October 17, 2017
When I purchased my new "to me" Dan Wesson .357 (ca. 1975) about a year ago, the cylinder bushing was frozen and therefore not removable. As the chambers were quite rough and I had difficulty sometimes extracting spent cases with the extractor, I searched out a replacement cylinder on eBay and purchased it. Dropped right in (and with much smoother chambers by the way), although I did use my original star extractor and push rod. After an extensive shooting session at the range I set about cleaning the revolver. Much to my surprise the cylinder bushing fell out when I disassembled the new cylinder from its crane.
So, if the "bushing" is not movable in the cylinder, it rotates on the face of frame as the cylinder indexes just as it would on a single action revolver or a Colt double action revolver (Smiths rotate on the face of the crane). I noticed after assembly that the cylinder was now turning on the "bearing" as it is now stationary on the frame as the cylinder indexes around it.
My question is: which is correct for the Dan Wesson revolver? Are there any specs on this? It seems to function flawlessly either way, but I'm curious about other Dan Wesson owners experiences with this.
I think they are all removable as the cylinder and bushing are 2 parts held together with a short roll pin. I would not be taking it out for a cleaning. Some folks loctite the bushing in when they don't have the proper roll pin or the roll pin keeps falling out. If you need roll pin or bushing member Snake-eye has plenty. I have several stainless cylinders in 9mm that have no bushing or slots in the cylinder to insert the bushing. A gunsmith drilled the hole on one cylinder for me. I may have to loctite the others in. The steel was so hard he broke many drill bits. The cylinders are cut for moon clips but I cannot find any to fit.
October 17, 2017
Other end of the cylinder, my friend. Other end. I know the piece you're referring to, and I would never try to remove it as it is what facilitates the perfect alignment of the ratchet with the bolt cuts. So the cylinder actually has three parts: cylinder, the ratchet star guide, and the cylinder bushing. On another post somewhere on this forum a member describes this bushing and states that some are easily removed and some simply won't budge. I've had one of each.
October 17, 2017
I need to revisit this, but I know it's a difficult thing to describe. Once we remove the cylinder from the crane by removing the push rod and ejector star ratchet assembly, we're left with the cylinder and no other moving parts. The rear of the cylinder has a bushing held in place by a tiny roll pin. The front of the cylinder has a bushing that rests in a precisely milled pocket (it fits so tightly you can barely see the seam with a magnifying glass), and it's this front bushing I'm concerned with. It can be easily removed on some Dans, and virtually impossible to remove on others.
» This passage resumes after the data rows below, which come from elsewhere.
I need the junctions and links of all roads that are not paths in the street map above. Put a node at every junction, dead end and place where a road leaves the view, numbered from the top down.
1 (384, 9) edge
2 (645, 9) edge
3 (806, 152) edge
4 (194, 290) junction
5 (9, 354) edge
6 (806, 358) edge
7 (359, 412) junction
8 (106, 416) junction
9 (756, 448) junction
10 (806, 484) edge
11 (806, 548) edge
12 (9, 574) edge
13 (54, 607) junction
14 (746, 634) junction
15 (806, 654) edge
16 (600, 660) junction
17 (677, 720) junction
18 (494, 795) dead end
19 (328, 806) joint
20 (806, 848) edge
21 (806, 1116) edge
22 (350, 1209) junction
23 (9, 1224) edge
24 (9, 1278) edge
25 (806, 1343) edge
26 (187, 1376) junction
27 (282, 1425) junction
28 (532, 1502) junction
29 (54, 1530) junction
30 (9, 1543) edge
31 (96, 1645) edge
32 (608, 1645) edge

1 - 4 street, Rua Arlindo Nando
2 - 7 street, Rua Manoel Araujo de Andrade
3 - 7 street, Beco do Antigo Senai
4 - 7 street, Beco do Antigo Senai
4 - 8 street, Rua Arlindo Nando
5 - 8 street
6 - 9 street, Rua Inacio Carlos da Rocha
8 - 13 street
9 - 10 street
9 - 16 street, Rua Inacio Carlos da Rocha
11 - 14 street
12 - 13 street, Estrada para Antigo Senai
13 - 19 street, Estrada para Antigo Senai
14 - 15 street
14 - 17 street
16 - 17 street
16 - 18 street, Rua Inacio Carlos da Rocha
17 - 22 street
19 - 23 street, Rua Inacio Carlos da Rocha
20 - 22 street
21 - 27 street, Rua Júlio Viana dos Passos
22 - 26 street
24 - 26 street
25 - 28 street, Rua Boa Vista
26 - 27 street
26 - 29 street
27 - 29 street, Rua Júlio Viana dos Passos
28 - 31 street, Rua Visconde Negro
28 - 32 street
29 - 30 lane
When the cylinder is indexed during cocking the hammer back, this bushing is resting against the frame and turns with the cylinder as it rotates. On a more loosely fitting bushing the cylinder can actually rotate around this bushing while the bushing remains stationary against the frame. My question is: is this a problem?
Not really sure why Karl Lewis (or perhaps Dan Wesson) designed the cylinder this way, and I don't know if the large frame Dans are made with the same set-up.
I would greatly appreciate any thoughts or personal experiences anyone could share on this.
I see now what you are talking about. Yes some seem to be part of the cylinder and some freely come out. I suspect the ones that a fixed are actually a separate piece but press fit or installed while frozen and contracted. Similar to frame pins that the lockwork rotates on. I don't think it matters which it is but I am often wrong. They call me Oft Wrong Ron.